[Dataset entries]
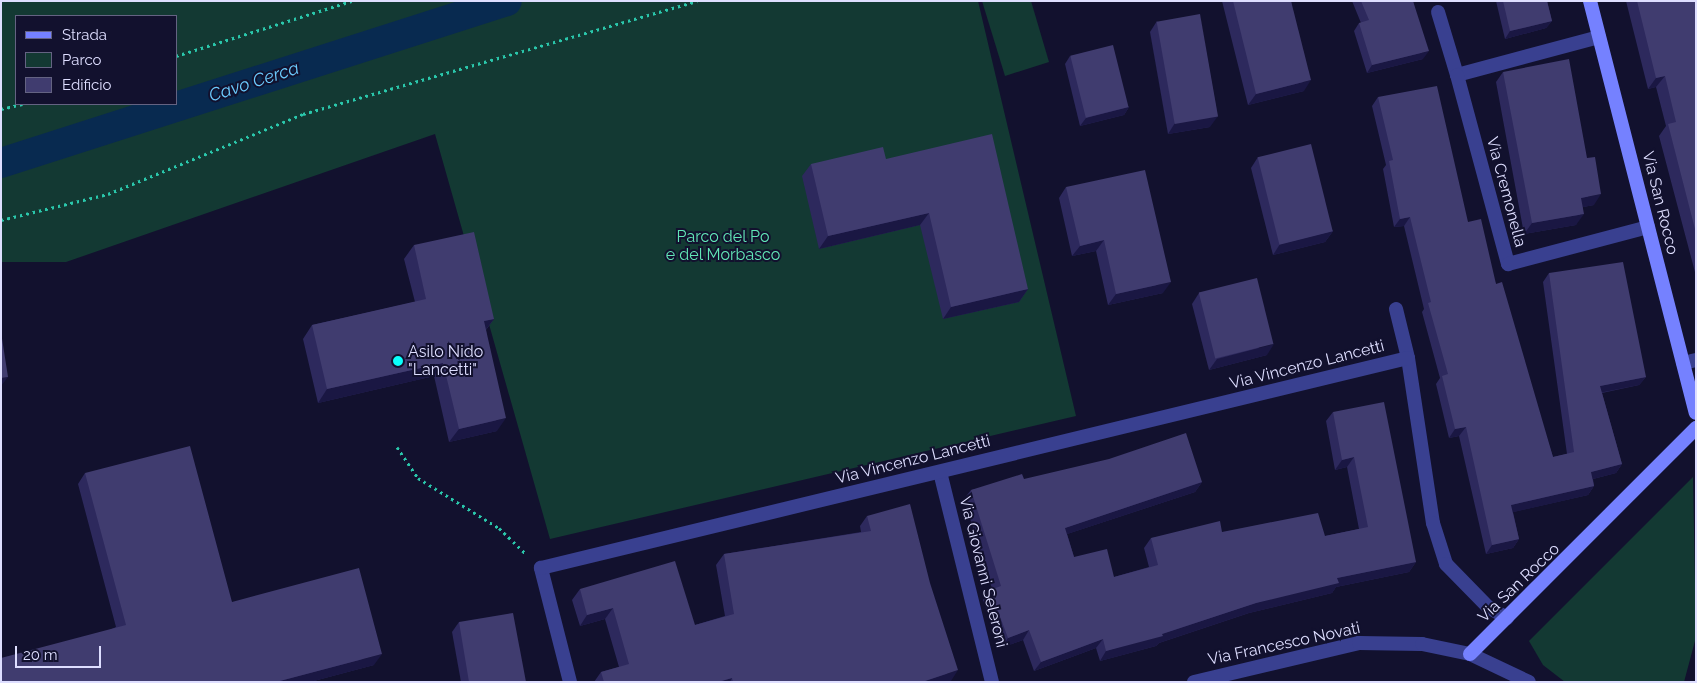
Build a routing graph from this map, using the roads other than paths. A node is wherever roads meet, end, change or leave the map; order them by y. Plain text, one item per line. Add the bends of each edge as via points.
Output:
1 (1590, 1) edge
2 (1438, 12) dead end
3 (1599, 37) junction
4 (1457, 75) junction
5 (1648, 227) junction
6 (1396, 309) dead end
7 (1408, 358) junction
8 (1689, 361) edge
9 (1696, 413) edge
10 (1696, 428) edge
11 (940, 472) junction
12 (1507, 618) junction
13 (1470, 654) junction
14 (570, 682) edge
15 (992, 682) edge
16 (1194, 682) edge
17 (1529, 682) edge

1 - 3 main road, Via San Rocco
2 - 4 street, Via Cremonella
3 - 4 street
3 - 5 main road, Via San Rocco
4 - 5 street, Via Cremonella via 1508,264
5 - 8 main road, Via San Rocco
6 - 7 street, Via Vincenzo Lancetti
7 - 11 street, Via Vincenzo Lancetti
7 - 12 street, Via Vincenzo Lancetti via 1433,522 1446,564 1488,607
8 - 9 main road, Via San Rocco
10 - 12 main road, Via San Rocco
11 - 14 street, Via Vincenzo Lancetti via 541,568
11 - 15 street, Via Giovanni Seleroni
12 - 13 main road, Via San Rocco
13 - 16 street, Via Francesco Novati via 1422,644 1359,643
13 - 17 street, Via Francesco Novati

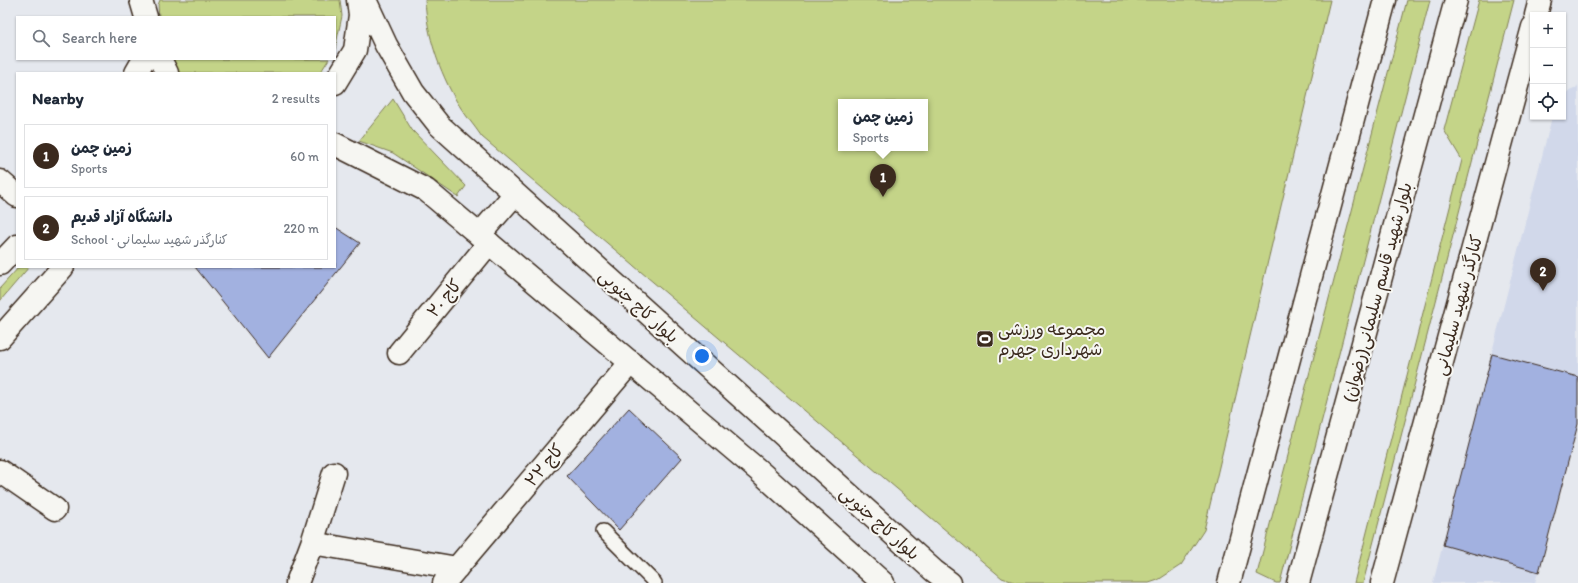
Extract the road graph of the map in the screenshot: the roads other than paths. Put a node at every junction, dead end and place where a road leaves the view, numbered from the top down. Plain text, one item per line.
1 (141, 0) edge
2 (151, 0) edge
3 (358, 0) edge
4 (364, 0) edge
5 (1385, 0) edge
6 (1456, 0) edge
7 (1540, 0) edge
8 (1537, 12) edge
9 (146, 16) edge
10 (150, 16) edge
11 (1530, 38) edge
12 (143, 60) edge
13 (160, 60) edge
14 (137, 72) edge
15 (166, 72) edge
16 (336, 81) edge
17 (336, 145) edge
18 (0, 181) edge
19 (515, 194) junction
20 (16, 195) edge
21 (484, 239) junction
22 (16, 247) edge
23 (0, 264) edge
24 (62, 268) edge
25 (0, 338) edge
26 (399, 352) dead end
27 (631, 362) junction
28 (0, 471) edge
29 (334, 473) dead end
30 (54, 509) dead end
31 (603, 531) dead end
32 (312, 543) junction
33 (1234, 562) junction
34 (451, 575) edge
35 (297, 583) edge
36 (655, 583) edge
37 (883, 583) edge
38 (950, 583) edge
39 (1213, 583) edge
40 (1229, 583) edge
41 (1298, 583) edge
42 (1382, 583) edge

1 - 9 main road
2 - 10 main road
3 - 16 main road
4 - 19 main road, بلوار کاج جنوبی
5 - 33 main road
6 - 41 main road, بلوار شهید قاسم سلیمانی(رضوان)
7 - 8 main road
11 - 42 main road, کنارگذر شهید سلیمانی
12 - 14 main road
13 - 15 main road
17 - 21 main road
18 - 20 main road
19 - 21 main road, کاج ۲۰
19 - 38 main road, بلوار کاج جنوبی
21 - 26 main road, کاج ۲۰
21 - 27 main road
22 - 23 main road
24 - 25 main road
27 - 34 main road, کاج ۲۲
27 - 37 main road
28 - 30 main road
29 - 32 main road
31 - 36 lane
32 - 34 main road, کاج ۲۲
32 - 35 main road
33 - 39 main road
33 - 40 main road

▶ [Task prompt]:
Word for word, set down each record shown above, omitting the pictures.

▶ [Response area]:
Build a routing graph from this map, using the roads other than paths. A node is wherever roads meet, end, change or leave the map; order them by y. Plain text, one item per line. Add the bends of each edge as via points.
Output:
1 (1590, 1) edge
2 (1438, 12) dead end
3 (1599, 37) junction
4 (1457, 75) junction
5 (1648, 227) junction
6 (1396, 309) dead end
7 (1408, 358) junction
8 (1689, 361) edge
9 (1696, 413) edge
10 (1696, 428) edge
11 (940, 472) junction
12 (1507, 618) junction
13 (1470, 654) junction
14 (570, 682) edge
15 (992, 682) edge
16 (1194, 682) edge
17 (1529, 682) edge

1 - 3 main road, Via San Rocco
2 - 4 street, Via Cremonella
3 - 4 street
3 - 5 main road, Via San Rocco
4 - 5 street, Via Cremonella via 1508,264
5 - 8 main road, Via San Rocco
6 - 7 street, Via Vincenzo Lancetti
7 - 11 street, Via Vincenzo Lancetti
7 - 12 street, Via Vincenzo Lancetti via 1433,522 1446,564 1488,607
8 - 9 main road, Via San Rocco
10 - 12 main road, Via San Rocco
11 - 14 street, Via Vincenzo Lancetti via 541,568
11 - 15 street, Via Giovanni Seleroni
12 - 13 main road, Via San Rocco
13 - 16 street, Via Francesco Novati via 1422,644 1359,643
13 - 17 street, Via Francesco Novati

Extract the road graph of the map in the screenshot: the roads other than paths. Put a node at every junction, dead end and place where a road leaves the view, numbered from the top down. Plain text, one item per line.
1 (141, 0) edge
2 (151, 0) edge
3 (358, 0) edge
4 (364, 0) edge
5 (1385, 0) edge
6 (1456, 0) edge
7 (1540, 0) edge
8 (1537, 12) edge
9 (146, 16) edge
10 (150, 16) edge
11 (1530, 38) edge
12 (143, 60) edge
13 (160, 60) edge
14 (137, 72) edge
15 (166, 72) edge
16 (336, 81) edge
17 (336, 145) edge
18 (0, 181) edge
19 (515, 194) junction
20 (16, 195) edge
21 (484, 239) junction
22 (16, 247) edge
23 (0, 264) edge
24 (62, 268) edge
25 (0, 338) edge
26 (399, 352) dead end
27 (631, 362) junction
28 (0, 471) edge
29 (334, 473) dead end
30 (54, 509) dead end
31 (603, 531) dead end
32 (312, 543) junction
33 (1234, 562) junction
34 (451, 575) edge
35 (297, 583) edge
36 (655, 583) edge
37 (883, 583) edge
38 (950, 583) edge
39 (1213, 583) edge
40 (1229, 583) edge
41 (1298, 583) edge
42 (1382, 583) edge

1 - 9 main road
2 - 10 main road
3 - 16 main road
4 - 19 main road, بلوار کاج جنوبی
5 - 33 main road
6 - 41 main road, بلوار شهید قاسم سلیمانی(رضوان)
7 - 8 main road
11 - 42 main road, کنارگذر شهید سلیمانی
12 - 14 main road
13 - 15 main road
17 - 21 main road
18 - 20 main road
19 - 21 main road, کاج ۲۰
19 - 38 main road, بلوار کاج جنوبی
21 - 26 main road, کاج ۲۰
21 - 27 main road
22 - 23 main road
24 - 25 main road
27 - 34 main road, کاج ۲۲
27 - 37 main road
28 - 30 main road
29 - 32 main road
31 - 36 lane
32 - 34 main road, کاج ۲۲
32 - 35 main road
33 - 39 main road
33 - 40 main road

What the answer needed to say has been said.